- Arcade flyer
- Developer: American Laser Games
- Publisher: American Laser Games
- Director: Barry Kirk
- Producer: Les Wells
- Designers: Barry Kirk Pierre Maloka
- Programmer: Pierre Maloka
- Writer: Jim Pattinson
- Platforms: Arcade, 3DO, MS-DOS, DVD
- Release: 1992: Arcade 1995: 3DO
- Genre: Interactive movie Light gun shooter
- Mode: Single-player

= Space Pirates (video game) =

1992 video game

Space Pirates is a live-action LaserDisc video game, released by American Laser Games for the arcade in 1992 and ported to MS-DOS computers in 1994 and the 3DO Interactive Multiplayer in 1995. The game was re-released for several platforms by Digital Leisure around 2003, with updated sound and video, among other American Laser Games titles.

==Plot==
The player assumes the role of a star ranger (as in all American Laser Games releases except Who Shot Johnny Rock?, the player character's name is not given, and he is referred to throughout the game as "Star Ranger") who picks up and responds to a transmission by Ursula Skye, the commander of a starship called Colonial Star One.
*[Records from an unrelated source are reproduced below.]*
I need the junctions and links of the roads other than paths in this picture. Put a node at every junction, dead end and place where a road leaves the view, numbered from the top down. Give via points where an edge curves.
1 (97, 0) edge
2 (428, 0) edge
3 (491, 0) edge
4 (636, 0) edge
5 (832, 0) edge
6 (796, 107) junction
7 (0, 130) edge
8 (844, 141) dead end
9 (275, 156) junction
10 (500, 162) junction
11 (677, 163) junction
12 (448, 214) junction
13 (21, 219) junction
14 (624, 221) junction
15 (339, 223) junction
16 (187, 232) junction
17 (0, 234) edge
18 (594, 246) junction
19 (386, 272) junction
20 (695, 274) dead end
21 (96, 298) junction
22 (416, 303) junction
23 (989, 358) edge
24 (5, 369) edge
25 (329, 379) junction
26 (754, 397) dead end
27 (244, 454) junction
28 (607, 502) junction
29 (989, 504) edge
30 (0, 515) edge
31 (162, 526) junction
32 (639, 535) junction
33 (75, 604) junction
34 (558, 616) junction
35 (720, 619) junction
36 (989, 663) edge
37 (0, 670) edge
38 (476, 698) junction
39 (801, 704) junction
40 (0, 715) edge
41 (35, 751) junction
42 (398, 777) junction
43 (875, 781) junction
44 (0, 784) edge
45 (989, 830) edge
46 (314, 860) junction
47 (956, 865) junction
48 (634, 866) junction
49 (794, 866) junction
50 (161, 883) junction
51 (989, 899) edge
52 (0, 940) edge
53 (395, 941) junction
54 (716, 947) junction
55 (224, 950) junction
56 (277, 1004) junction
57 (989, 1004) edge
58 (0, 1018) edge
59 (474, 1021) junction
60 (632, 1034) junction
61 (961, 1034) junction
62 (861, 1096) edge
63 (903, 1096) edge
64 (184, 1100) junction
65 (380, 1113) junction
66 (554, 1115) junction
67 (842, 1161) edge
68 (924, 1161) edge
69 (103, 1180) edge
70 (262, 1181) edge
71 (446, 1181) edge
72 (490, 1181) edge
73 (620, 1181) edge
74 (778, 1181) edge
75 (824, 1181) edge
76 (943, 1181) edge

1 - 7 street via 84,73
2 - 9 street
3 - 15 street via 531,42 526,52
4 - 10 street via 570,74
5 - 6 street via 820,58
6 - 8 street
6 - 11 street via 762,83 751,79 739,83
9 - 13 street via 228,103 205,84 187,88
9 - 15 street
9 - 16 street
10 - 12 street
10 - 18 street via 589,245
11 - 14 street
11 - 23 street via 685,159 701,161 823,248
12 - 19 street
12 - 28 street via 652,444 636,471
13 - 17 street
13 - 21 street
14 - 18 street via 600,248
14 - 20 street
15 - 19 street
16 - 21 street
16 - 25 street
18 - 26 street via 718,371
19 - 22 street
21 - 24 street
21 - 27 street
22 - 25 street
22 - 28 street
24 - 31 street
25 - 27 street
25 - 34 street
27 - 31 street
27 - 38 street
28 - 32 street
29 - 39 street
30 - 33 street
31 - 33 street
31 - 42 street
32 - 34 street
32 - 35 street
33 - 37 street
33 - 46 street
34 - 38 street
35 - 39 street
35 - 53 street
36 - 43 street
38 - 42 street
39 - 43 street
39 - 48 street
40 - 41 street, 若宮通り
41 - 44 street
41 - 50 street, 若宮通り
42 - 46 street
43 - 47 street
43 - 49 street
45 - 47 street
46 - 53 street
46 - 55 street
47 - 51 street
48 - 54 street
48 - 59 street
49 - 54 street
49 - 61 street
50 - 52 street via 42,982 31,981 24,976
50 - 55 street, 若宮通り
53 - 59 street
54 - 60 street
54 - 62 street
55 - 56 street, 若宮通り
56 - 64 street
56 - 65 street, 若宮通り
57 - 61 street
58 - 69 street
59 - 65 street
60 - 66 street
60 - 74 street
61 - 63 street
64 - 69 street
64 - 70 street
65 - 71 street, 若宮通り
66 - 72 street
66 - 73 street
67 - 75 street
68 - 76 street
The SOS call lets the star ranger know that the ship has been invaded by an evil group called the Black Brigade, led by Captain Talon. As the entire colony on board the ship is in danger, the player answers the distress call. Following a short target practice tutorial, consisting of shooting at fast-moving asteroids, the player heads out to the Black Dragon to defeat the space pirates.

After the star ranger succeeds in freeing the captives aboard, including Commander Skye, the next task is to find and assemble the Star-Splitter Cannon, which, aside from its main component, requires three crystals to work: the Aqua Blue, the Crimson Red and the Emerald Green. Each of the components can be found on a separate planet, bringing the total of planets the player can visit in any order up to four. However, the crystals must be placed in the weapon in a specific order, which is given to the star ranger by Commander Skye. On the four planets, the star ranger encounters heavy opposition, but once the elements are collected, the final task is to destroy the Black Dragon with the Star-Splitter Cannon, then eliminating its captain.

==Gameplay==
Space Pirates is similar to all other full motion video releases by American Laser Games in that the player rarely makes decisions other than selecting a planet and shooting villains. The action is propelled automatically, and only stops when one fails to kill a foe - who, in such cases, does not spare the player - or hits an innocent civilian or colonist. When this happens, energy units are deducted from the Star Ranger's life-support system, and a short clip is shown in which an old man - played by Ben Zeller, the prospector and stagecoach driver in Mad Dog McCree and Mad Dog II: The Lost Gold, respectively - gives general advice and scolds the player for the mistake made.

The Star Ranger's weapon of choice is a laser gun, which also happens to be used by the Black Brigade. The energy in the gun is limited, but can be quickly restored an infinite number of times. The gun is also used to choose paths and make simple decisions like shooting the appropriate spot in order to free prisoners. In the PC and 3DO versions of the game, the player can use either a mouse or a light gun to control the action; the 3DO version is also compatible with standard gamepads. The PC version lacks a two-player mode.

==Reception==
GamePro gave the 3DO version a mixed review. They criticized that the targeting is inaccurate whether using the standard controller or Gamegun, though they nonetheless felt the gameplay to be "mindless fun". They particularly praised the game's futuristic setting, saying that the imaginative characters and scenery make the game much more visually appealing and atmospheric than most full motion video games. Next Generation complained that American Laser Games' usage of the same basic format for all their games was becoming tiresome, but acknowledged that the game had good quality video and enjoyable acting and gameplay. They scored it two out of five stars, deeming it "entertaining enough, in a brain-dead sort of way".